Five takeaways from three innovative ICSs

Last month, the Digital Healthcare Council was joined by Lisa Emery, Chief Transformation Innovation and Digital Officer at NHS Sussex, Stephen Slough, Chief Digital Information Officer at Dorset ICB and Professor Graham Evans, Executive Chief Digital and Information Officer at North East and North Cumbria ICB. These innovative individuals shared with us their current projects, future goals, and how we can create a more productive digital ecosystem. Read our five key takeaways from the discussion below.

1. You can have the best tech in the world, but if the people and infrastructure aren’t there to make it work, it will fail.

ICSs must have strong foundations in place for innovation to be built upon.
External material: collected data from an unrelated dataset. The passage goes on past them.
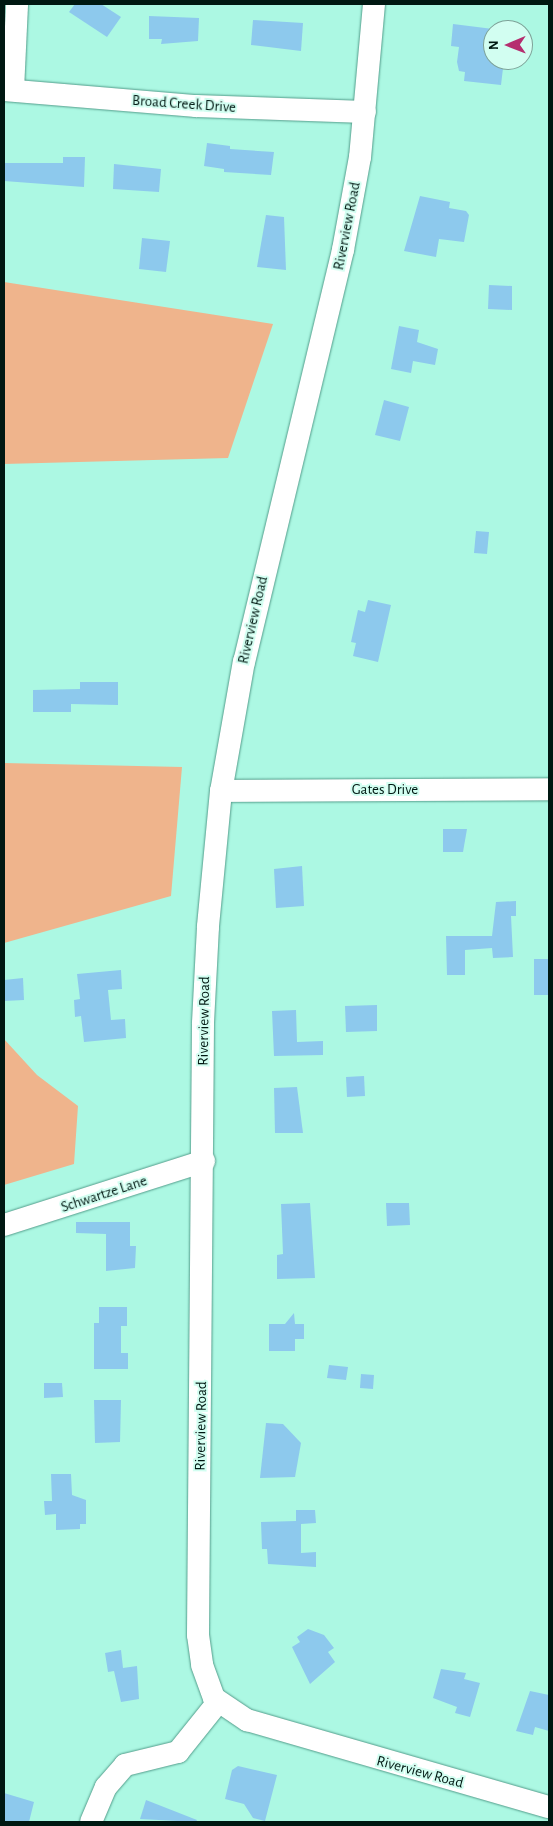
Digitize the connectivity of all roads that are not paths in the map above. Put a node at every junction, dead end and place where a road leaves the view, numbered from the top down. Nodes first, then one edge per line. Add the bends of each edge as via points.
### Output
1 (17, 4) edge
2 (374, 4) edge
3 (8, 90) edge
4 (365, 112) junction
5 (549, 789) edge
6 (221, 791) junction
7 (204, 1161) junction
8 (4, 1225) edge
9 (218, 1702) junction
10 (549, 1807) edge
11 (91, 1822) edge

1 - 3 street
2 - 4 street, Riverview Road
3 - 4 street, Broad Creek Drive via 196,106
4 - 6 street, Riverview Road via 341,258 244,661
5 - 6 street, Gates Drive
6 - 7 street, Riverview Road via 205,970
7 - 8 street, Schwartze Lane
7 - 9 street, Riverview Road via 198,1635 202,1664
9 - 10 street, Riverview Road via 263,1726
9 - 11 street via 178,1752 125,1765 106,1787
Getting the basics right includes building the data infrastructure, implementing shared care records and creating consistency across the footprint. Many services struggle even getting a computer to boot up – so bringing in an innovative system which isn’t compatible with existing, dysfunctional technology will be a waste. Once the foundations are in place, more innovative strategies can be bought in.
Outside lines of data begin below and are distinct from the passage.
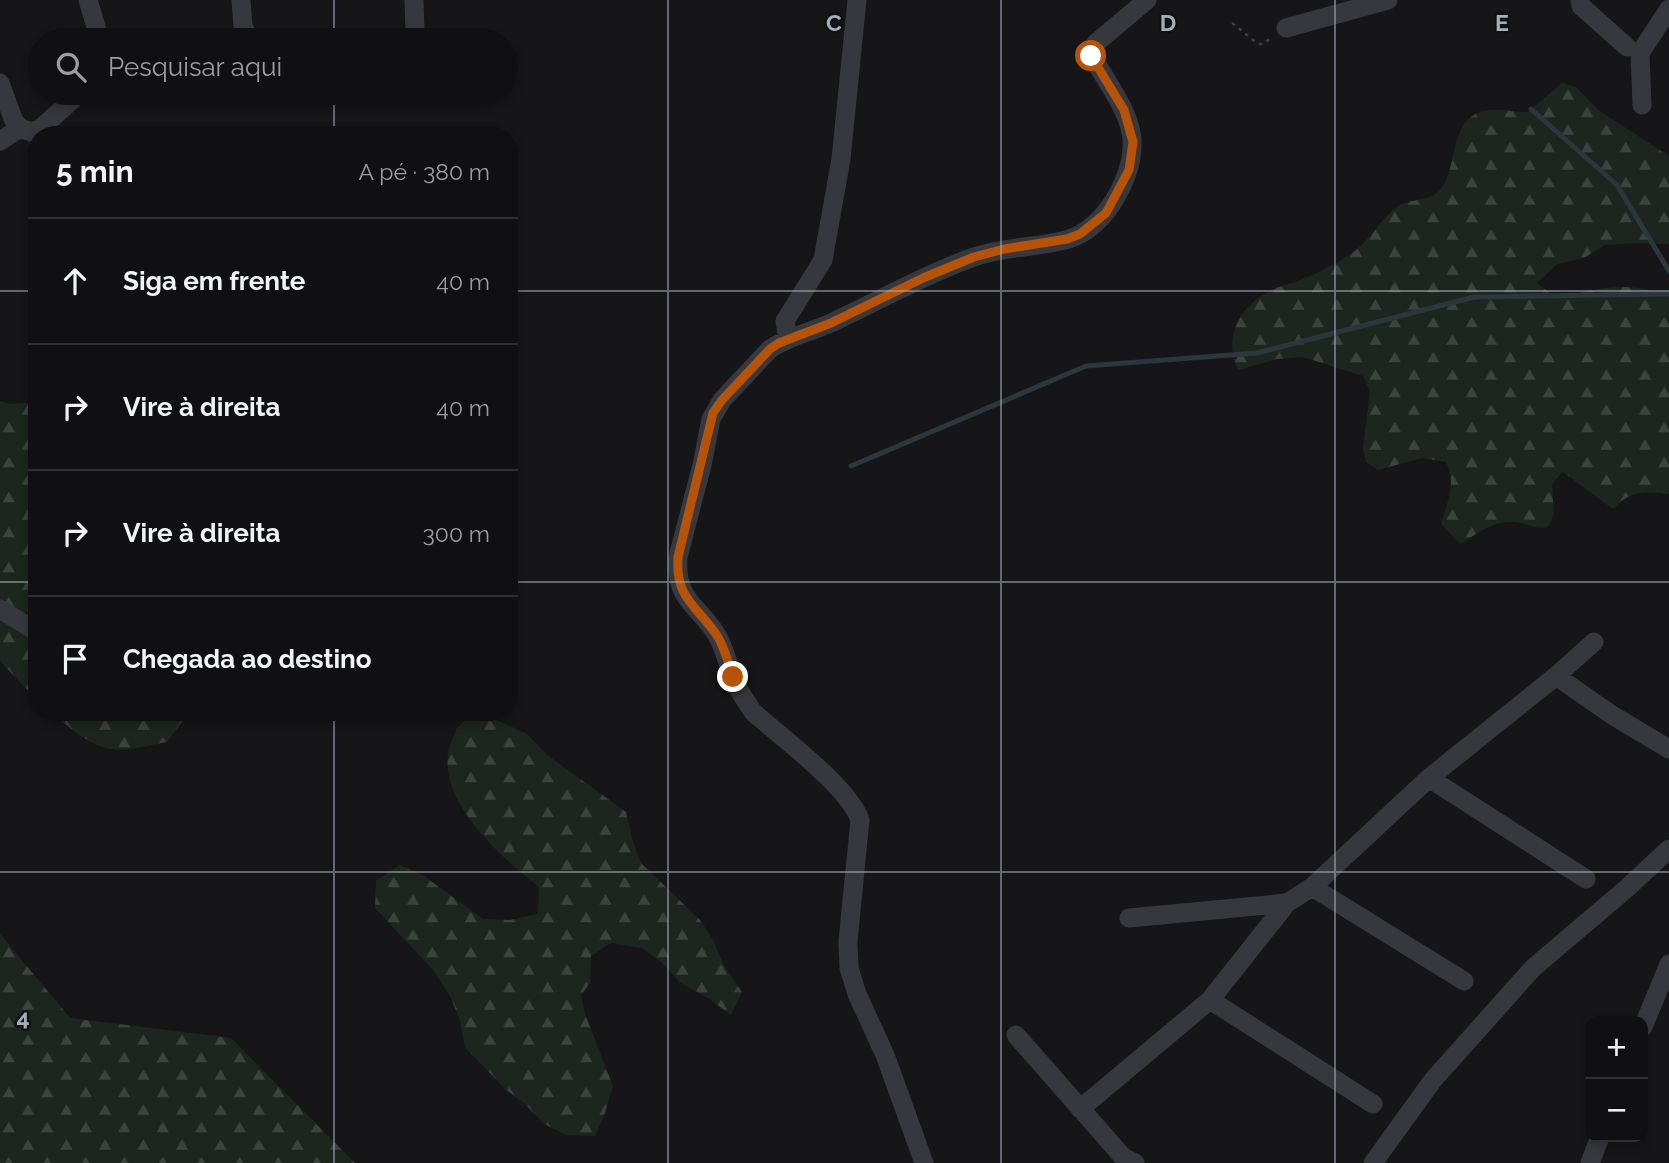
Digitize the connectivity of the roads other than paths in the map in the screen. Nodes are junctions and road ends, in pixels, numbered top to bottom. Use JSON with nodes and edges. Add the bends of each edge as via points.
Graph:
{"nodes":[{"id":1,"x":88,"y":0,"type":"edge"},
{"id":2,"x":241,"y":0,"type":"edge"},
{"id":3,"x":414,"y":0,"type":"edge"},
{"id":4,"x":857,"y":0,"type":"edge"},
{"id":5,"x":1147,"y":0,"type":"edge"},
{"id":6,"x":1388,"y":0,"type":"edge"},
{"id":7,"x":1580,"y":0,"type":"edge"},
{"id":8,"x":1669,"y":9,"type":"edge"},
{"id":9,"x":96,"y":28,"type":"edge"},
{"id":10,"x":245,"y":28,"type":"edge"},
{"id":11,"x":415,"y":28,"type":"edge"},
{"id":12,"x":1286,"y":28,"type":"road end"},
{"id":13,"x":1633,"y":50,"type":"junction"},
{"id":14,"x":0,"y":83,"type":"edge"},
{"id":15,"x":67,"y":105,"type":"edge"},
{"id":16,"x":1642,"y":105,"type":"dead end"},
{"id":17,"x":43,"y":126,"type":"edge"},
{"id":18,"x":20,"y":128,"type":"junction"},
{"id":19,"x":28,"y":131,"type":"edge"},
{"id":20,"x":0,"y":141,"type":"edge"},
{"id":21,"x":788,"y":339,"type":"junction"},
{"id":22,"x":0,"y":610,"type":"edge"},
{"id":23,"x":28,"y":627,"type":"edge"},
{"id":24,"x":1594,"y":642,"type":"dead end"},
{"id":25,"x":1556,"y":676,"type":"junction"},
{"id":26,"x":1669,"y":749,"type":"edge"},
{"id":27,"x":1429,"y":778,"type":"junction"},
{"id":28,"x":1669,"y":849,"type":"edge"},
{"id":29,"x":1586,"y":879,"type":"dead end"},
{"id":30,"x":1312,"y":887,"type":"junction"},
{"id":31,"x":1287,"y":903,"type":"junction"},
{"id":32,"x":1129,"y":918,"type":"dead end"},
{"id":33,"x":1669,"y":964,"type":"edge"},
{"id":34,"x":1464,"y":981,"type":"dead end"},
{"id":35,"x":1210,"y":1000,"type":"junction"},
{"id":36,"x":1648,"y":1016,"type":"edge"},
{"id":37,"x":1016,"y":1035,"type":"dead end"},
{"id":38,"x":1373,"y":1104,"type":"dead end"},
{"id":39,"x":1080,"y":1109,"type":"junction"},
{"id":40,"x":1598,"y":1142,"type":"edge"},
{"id":41,"x":924,"y":1163,"type":"edge"},
{"id":42,"x":1135,"y":1163,"type":"edge"},
{"id":43,"x":1373,"y":1163,"type":"edge"},
{"id":44,"x":1590,"y":1163,"type":"edge"}],
"edges":[{"from":1,"to":9,"type":"street"},
{"from":2,"to":10,"type":"street"},
{"from":3,"to":11,"type":"street"},
{"from":4,"to":21,"type":"street","via":[[841,159],[823,260],[785,321]]},
{"from":5,"to":21,"type":"street","via":[[1096,43],[1091,56],[1124,110],[1133,142],[1129,170],[1098,221],[1067,239],[974,257]]},
{"from":6,"to":12,"type":"street"},
{"from":7,"to":13,"type":"street","via":[[1581,6]]},
{"from":8,"to":13,"type":"street"},
{"from":13,"to":16,"type":"street"},
{"from":14,"to":18,"type":"street"},
{"from":15,"to":17,"type":"street"},
{"from":18,"to":19,"type":"street"},
{"from":18,"to":20,"type":"street"},
{"from":21,"to":41,"type":"street","via":[[770,349],[713,413],[677,573],[680,589],[717,636],[737,687],[753,712],[840,789],[857,810],[860,820],[849,968]]},
{"from":22,"to":23,"type":"street"},
{"from":24,"to":25,"type":"street"},
{"from":25,"to":26,"type":"street"},
{"from":25,"to":27,"type":"street"},
{"from":27,"to":29,"type":"street"},
{"from":27,"to":30,"type":"street"},
{"from":28,"to":43,"type":"street","via":[[1534,968],[1433,1080]]},
{"from":30,"to":31,"type":"street"},
{"from":30,"to":34,"type":"street"},
{"from":31,"to":32,"type":"street"},
{"from":31,"to":35,"type":"street"},
{"from":33,"to":36,"type":"street"},
{"from":35,"to":38,"type":"street"},
{"from":35,"to":39,"type":"street"},
{"from":37,"to":39,"type":"street"},
{"from":39,"to":42,"type":"street","via":[[1123,1157]]},
{"from":40,"to":44,"type":"street"}]}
For example, Dorset ICS plans to upgrade its analytics platforms, building in AI and machine learning capabilities to analyse what’s happening and predict what’s going to happen – allowing services to plan accordingly.

There must also be the organisational capabilities in place to enable tech to transform. Bringing in a whole new system and a whole new way of working requires staff capacity, teamwork and an openness and willingness to change. Graham shared that the people and processes to enable tech is the rate limiting factor rather than the technology itself.
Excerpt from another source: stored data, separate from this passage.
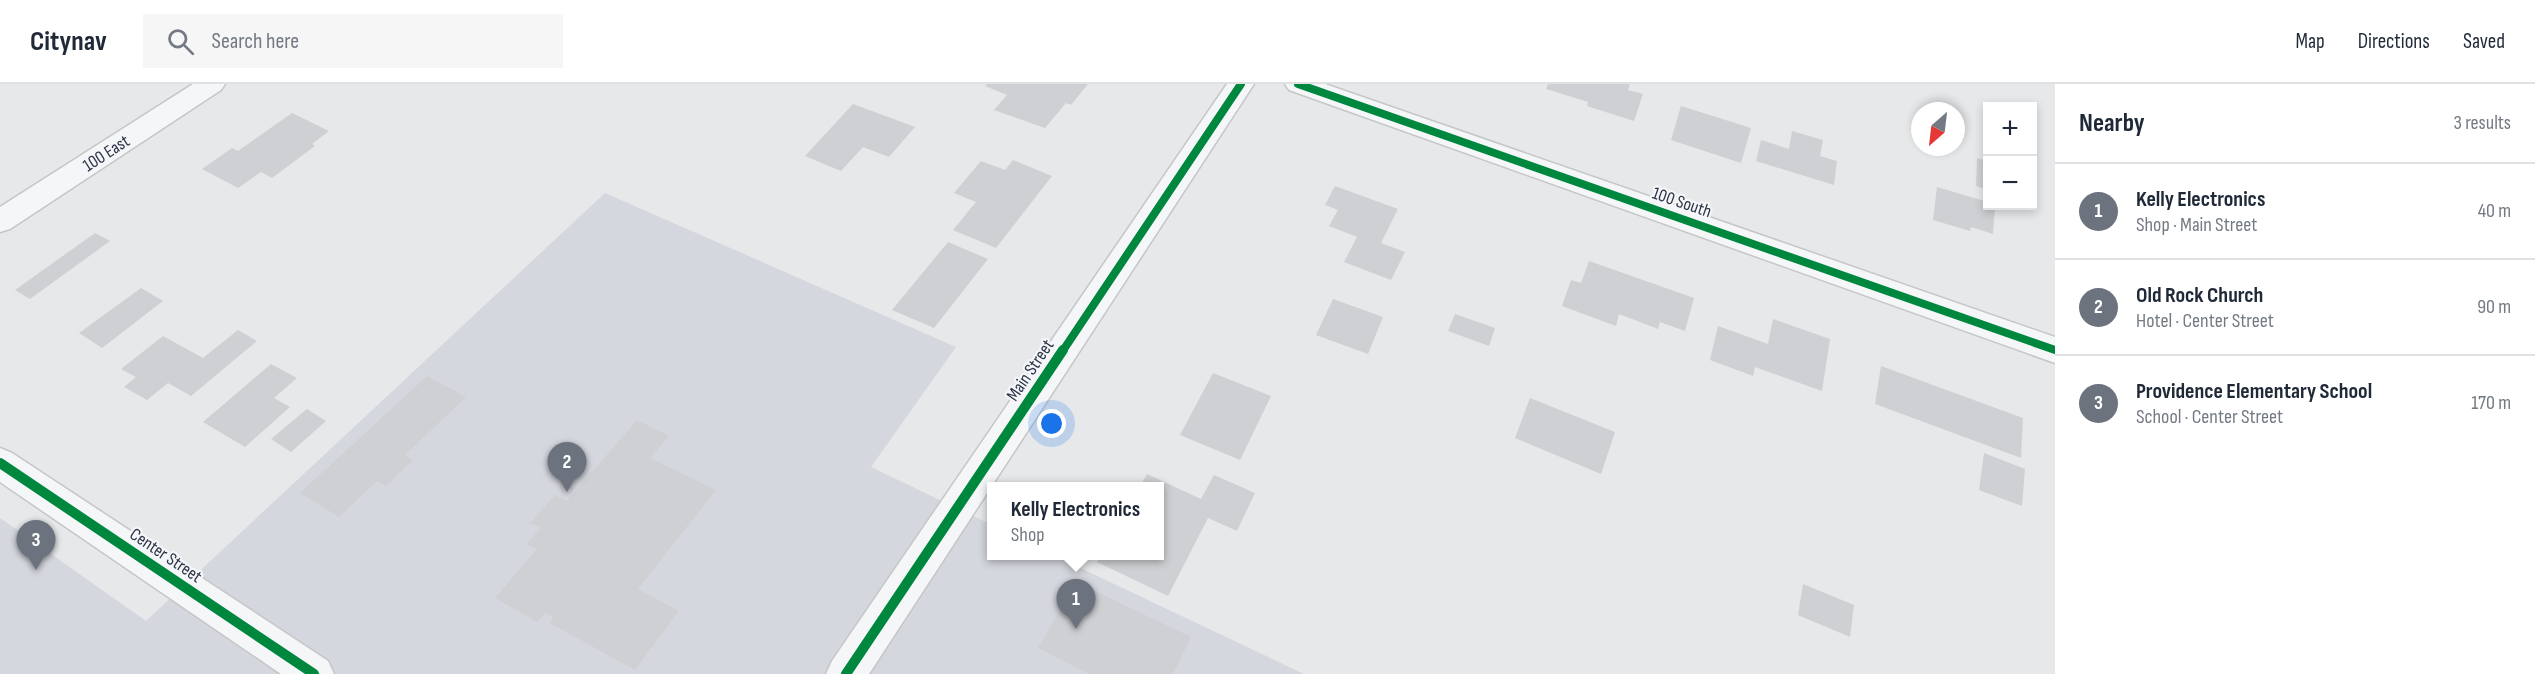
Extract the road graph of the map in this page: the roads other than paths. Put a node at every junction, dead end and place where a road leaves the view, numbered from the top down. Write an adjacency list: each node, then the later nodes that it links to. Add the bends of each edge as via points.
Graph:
1 (212, 84): 4 (street, 100 East)
2 (1241, 84): 8 (street, Main Street)
3 (1298, 84): 5 (street, 100 South)
4 (0, 221)
5 (2055, 350)
6 (0, 463): 7 (street, Center Street)
7 (314, 674)
8 (846, 674)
2. Shared care records are the life force of integrated care.

North East and North Cumbria (NENC) is the largest ICS covering 3.2 million people with a footprint the size of Wales. NENC are rolling out the Great North Care record, a shared care record that spans health and social care over the entire ICS. The record allows social care and local authority colleagues to access records for the betterment of patient care. NENC’s next priority is to digitise social care records for fully bidirectional information flow. Sussex’s Our Care Connected programme similarly joins up records across health and care. Sussex also use data from the programme to better understand the population, identify those at greatest risk of poor health, and design and run better services.

3. Develop ways of scaling success, not reinventing the wheel.

ICSs want to exploit innovations that are working well but the NHS tends to reinvent the wheel rather than transfer what’s already working. Dorset ICB employs a systematic approach to scaling innovation – they coordinate pilot projects through a single channel which is their innovation hub. Colleagues in the innovation hub then assess all inbound proposals and direct innovators to the areas where it is needed most within the ICS. The innovation hub also analyses data from pilot projects, and if proven successful, they can be scaled up. This approach addresses a common theme that emerged throughout the discussion which is not to come to ICSs with solutions to problems that have already been solved.

4. Short-term thinking around funding is harming innovation.

Another pertinent discussion point was challenges with funding, particularly how budgets are often funnelled into the workforce rather than investing in new digital systems. We discussed how providers and ICSs need to highlight the links between investment in technology and resolving capacity and capability issues – funding gatekeepers need to be aware of the long-term benefits of implementing technology and be assured that there will be a return on their investment through improved efficiency and staff capacity. Short-term thinking around how money is spent needs to be challenged, as extra funding is not addressing the root cause of the issue. Lisa said that the demand on the NHS is not going to decrease anytime soon, so we need to look to ways to sustainably cope with this.

5. The more of us who are saying the same thing to NHSE, the better. 

The session wrapped up with a discussion around the importance of collaboration between  providers and ICSs. Organisations such as the DHC can foster relationships between multiple providers to create a joined-up solution that is pitched to an ICS. Graham concluded our discussion to say that we need to move away from the siloed mentality that NHS is renowned for, so having frequent conversations between the NHS and industry partners will help us collaborate and move forward together.